Celulares aumentam o risco de câncer de cérebro?

Esta pergunta, até agora não respondida de forma simples e definitiva por nenhum estudo, ganhou recentemente uma resposta preocupante e pouco divulgada.
Segundo estudos do Dr. vini Khurana, um dos mais renomados neuro-cirurgiões da Austrália, o risco de desenvolvimento de câncer de cérebro é duplicado pelo uso constante de celulares em longos períodos de tempo, tipo dez anos ou mais.
O Dr. Khurana acredita que a ligação entre celulares, tumores cerebrais e os óbitos decorrentes será comprovada no decorrer da próxima década.
Na prática, os governos da frança e alemanha já estão alertando para o uso excessivo de celulares. No entanto, questionada, a associação inglesa dos operadores móveis [como todas as outras] diz que está tudo bem… assim como muitos outros cientistas e estudos. E o debate continua.
Segundo o Dr. Khurana, o uso intensivo de celular cria riscos à saúde maiores do que fumo e asbestos.
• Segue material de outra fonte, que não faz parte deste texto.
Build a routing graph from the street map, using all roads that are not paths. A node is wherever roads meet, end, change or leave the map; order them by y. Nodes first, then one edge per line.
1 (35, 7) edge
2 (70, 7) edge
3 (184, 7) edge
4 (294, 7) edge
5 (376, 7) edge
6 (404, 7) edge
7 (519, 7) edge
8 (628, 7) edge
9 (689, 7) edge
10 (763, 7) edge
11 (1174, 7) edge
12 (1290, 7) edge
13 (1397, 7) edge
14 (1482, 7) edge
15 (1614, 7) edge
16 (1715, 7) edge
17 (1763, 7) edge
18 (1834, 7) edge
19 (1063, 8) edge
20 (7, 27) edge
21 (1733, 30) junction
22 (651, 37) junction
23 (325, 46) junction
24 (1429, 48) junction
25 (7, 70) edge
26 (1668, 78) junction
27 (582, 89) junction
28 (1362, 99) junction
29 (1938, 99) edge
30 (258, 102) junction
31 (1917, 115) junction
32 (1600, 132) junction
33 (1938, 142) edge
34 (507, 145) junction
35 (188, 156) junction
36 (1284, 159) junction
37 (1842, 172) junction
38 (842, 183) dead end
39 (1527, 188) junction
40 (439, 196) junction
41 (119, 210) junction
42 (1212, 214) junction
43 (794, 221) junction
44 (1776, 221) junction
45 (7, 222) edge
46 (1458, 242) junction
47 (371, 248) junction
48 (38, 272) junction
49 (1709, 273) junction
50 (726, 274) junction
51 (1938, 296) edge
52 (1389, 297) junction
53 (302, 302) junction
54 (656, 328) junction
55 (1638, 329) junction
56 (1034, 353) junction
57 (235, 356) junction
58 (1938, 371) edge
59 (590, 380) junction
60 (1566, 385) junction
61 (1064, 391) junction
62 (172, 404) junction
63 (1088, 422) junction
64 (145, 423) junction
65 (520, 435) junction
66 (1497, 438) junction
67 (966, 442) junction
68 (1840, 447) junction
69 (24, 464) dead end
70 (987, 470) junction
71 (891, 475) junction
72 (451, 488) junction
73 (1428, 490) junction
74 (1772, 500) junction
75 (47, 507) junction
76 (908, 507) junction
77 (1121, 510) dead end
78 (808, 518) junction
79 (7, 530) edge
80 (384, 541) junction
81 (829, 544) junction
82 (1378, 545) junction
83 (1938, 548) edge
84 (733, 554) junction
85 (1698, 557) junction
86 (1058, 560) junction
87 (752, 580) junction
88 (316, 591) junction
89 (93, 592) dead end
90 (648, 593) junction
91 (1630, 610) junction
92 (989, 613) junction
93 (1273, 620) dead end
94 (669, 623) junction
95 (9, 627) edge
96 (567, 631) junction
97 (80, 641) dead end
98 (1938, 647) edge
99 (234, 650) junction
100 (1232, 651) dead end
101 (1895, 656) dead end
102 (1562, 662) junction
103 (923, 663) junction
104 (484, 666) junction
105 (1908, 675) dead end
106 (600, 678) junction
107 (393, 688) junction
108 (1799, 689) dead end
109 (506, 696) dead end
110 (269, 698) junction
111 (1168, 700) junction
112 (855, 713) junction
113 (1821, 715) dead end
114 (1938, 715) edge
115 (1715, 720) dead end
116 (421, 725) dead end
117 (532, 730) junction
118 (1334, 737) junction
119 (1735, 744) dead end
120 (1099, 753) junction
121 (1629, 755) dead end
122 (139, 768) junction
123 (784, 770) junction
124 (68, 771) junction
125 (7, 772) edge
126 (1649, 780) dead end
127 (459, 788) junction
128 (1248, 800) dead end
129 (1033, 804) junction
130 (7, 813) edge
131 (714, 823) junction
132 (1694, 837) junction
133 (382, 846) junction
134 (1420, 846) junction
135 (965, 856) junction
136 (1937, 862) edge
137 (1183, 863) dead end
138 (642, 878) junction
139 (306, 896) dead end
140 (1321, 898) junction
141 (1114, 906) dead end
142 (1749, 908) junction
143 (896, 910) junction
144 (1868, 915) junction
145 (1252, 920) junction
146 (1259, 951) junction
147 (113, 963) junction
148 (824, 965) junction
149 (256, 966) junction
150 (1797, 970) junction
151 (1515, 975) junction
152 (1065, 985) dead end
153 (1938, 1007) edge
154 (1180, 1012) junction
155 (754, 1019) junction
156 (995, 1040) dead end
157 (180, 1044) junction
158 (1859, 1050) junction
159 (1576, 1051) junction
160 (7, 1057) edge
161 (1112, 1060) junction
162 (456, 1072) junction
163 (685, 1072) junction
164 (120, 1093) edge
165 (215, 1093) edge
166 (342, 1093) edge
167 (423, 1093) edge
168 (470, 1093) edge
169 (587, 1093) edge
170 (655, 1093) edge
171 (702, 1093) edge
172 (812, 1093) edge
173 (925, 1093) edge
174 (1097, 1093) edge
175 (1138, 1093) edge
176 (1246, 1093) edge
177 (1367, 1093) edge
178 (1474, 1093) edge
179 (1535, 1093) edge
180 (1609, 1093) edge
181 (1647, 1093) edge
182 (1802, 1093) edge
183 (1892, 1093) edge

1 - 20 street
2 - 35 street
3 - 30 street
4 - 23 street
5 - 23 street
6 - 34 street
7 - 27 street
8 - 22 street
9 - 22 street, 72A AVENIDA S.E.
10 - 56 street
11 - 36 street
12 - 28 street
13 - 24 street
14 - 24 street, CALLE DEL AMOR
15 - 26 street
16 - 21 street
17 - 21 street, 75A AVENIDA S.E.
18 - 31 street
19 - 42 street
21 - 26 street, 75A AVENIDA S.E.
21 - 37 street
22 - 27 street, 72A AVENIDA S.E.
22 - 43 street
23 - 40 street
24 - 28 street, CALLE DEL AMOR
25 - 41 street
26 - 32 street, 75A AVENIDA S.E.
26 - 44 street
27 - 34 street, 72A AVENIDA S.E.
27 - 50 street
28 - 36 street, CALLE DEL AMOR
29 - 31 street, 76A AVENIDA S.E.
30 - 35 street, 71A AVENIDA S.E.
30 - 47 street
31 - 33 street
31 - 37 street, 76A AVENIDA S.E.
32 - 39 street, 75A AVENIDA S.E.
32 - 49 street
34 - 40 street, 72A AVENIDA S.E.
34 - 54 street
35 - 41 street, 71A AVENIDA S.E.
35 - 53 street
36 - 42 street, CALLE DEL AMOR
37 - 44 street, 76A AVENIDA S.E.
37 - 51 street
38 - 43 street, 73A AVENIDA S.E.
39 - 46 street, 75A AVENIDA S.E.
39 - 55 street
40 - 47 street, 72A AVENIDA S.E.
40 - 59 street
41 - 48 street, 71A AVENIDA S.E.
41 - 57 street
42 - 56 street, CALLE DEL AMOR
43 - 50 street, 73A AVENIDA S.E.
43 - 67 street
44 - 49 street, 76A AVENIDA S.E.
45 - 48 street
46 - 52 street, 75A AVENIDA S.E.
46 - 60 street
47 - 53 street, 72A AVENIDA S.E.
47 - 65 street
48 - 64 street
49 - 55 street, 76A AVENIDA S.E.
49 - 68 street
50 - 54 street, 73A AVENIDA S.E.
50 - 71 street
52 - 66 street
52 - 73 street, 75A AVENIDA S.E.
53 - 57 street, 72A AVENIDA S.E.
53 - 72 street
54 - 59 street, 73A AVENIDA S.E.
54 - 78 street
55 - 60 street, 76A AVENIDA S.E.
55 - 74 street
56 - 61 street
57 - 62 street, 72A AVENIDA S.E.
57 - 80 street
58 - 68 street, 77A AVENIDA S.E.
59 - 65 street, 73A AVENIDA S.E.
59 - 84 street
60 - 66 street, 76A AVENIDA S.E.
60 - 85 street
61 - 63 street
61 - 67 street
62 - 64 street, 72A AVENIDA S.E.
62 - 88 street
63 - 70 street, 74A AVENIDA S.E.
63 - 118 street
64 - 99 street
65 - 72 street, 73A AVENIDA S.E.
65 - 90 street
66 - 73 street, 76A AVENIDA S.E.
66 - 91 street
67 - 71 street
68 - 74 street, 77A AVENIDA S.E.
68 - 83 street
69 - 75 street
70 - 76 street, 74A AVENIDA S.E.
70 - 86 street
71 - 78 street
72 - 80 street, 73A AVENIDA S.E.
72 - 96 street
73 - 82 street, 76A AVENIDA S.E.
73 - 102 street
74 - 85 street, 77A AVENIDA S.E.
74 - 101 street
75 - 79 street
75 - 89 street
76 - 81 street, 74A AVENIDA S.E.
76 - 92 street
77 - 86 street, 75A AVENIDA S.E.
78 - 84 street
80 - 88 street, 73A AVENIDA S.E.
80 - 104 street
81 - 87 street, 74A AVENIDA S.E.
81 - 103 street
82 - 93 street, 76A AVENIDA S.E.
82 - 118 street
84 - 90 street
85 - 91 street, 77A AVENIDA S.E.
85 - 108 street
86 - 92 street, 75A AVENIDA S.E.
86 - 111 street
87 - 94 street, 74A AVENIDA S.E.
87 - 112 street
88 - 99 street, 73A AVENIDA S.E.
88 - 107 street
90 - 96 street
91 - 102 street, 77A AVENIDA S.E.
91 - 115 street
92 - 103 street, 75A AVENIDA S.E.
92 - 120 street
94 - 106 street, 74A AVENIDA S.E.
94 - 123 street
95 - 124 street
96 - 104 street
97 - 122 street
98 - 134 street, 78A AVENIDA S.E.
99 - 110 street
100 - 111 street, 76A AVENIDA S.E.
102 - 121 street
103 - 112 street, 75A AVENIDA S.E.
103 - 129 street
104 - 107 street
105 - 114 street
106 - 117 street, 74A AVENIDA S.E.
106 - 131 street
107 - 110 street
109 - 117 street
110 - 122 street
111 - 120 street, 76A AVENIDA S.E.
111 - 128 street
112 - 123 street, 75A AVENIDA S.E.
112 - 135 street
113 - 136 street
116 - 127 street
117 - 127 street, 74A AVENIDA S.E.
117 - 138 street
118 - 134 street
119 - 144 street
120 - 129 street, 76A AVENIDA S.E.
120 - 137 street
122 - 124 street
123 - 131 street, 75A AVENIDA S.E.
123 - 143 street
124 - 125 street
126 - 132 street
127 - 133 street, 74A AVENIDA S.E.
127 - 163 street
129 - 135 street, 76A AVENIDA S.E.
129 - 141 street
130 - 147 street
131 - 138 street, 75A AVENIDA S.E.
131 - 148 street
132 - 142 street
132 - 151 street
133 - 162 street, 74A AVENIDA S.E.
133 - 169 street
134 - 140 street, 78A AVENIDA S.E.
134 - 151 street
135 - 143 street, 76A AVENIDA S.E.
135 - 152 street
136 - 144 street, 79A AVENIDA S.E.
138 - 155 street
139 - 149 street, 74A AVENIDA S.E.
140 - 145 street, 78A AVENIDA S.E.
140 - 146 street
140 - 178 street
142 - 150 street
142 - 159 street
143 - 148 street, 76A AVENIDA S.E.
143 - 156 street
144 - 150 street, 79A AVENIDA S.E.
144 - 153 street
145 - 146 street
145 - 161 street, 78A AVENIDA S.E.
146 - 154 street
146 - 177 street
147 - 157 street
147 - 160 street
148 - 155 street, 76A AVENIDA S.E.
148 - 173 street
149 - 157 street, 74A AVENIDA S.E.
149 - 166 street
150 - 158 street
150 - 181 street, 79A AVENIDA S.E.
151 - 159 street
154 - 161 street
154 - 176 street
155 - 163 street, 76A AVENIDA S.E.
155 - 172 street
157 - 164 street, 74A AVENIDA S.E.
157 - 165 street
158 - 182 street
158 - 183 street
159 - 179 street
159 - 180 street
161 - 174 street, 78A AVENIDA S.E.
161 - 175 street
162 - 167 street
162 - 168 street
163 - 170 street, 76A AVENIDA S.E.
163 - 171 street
Se for verdade, estamos para presenciar uma catástrofe de grande porte: com mais de 3 bilhões de celulares no mundo e cada vez mais gente fazendo dos telemóveis sua conexão com o mundo, para os negócios e contatos pessoais, o risco eventual que o uso intenso de celulares representa não pode ser minimizado.
Alguns resultados são alarmantes, especialmente para crianças e para adultos que fazem uso intenso de celulares, com especialistas dizendo que alguma coisa não muito boa acontece após dez anos de uso radical. como um aumento de 240% no risco de câncer no lado do cérebro onde mais se usa o celular.
O debate começou a esquentar nos EUA, nos últimos dias, até porque o Sen. Edward Kennedy sofre de um glioma, um dos tipos de câncer supostamente causados por radiação vinda dos celulares.
Entender os riscos das tecnologias que usamos no cotidiano leva, com muita freqüência, a melhorias nos padrões de uso e nas tecnologias propriamente ditas. cintos de segurança em automóveis, capacetes em motos, proibição de fumo, primeiro em aviões e depois em lugares públicos, são três exemplos conhecidos de todos. se houver mesmo algum risco radical, comprovado, do uso de celulares, saberemos lidar com isso, modificando a tecnologia ou redefinindo seu uso de forma saudável. o que não se pode é esperar pra ver. é preciso agir antes que alguma -ou muita- coisa irreversível aconteça.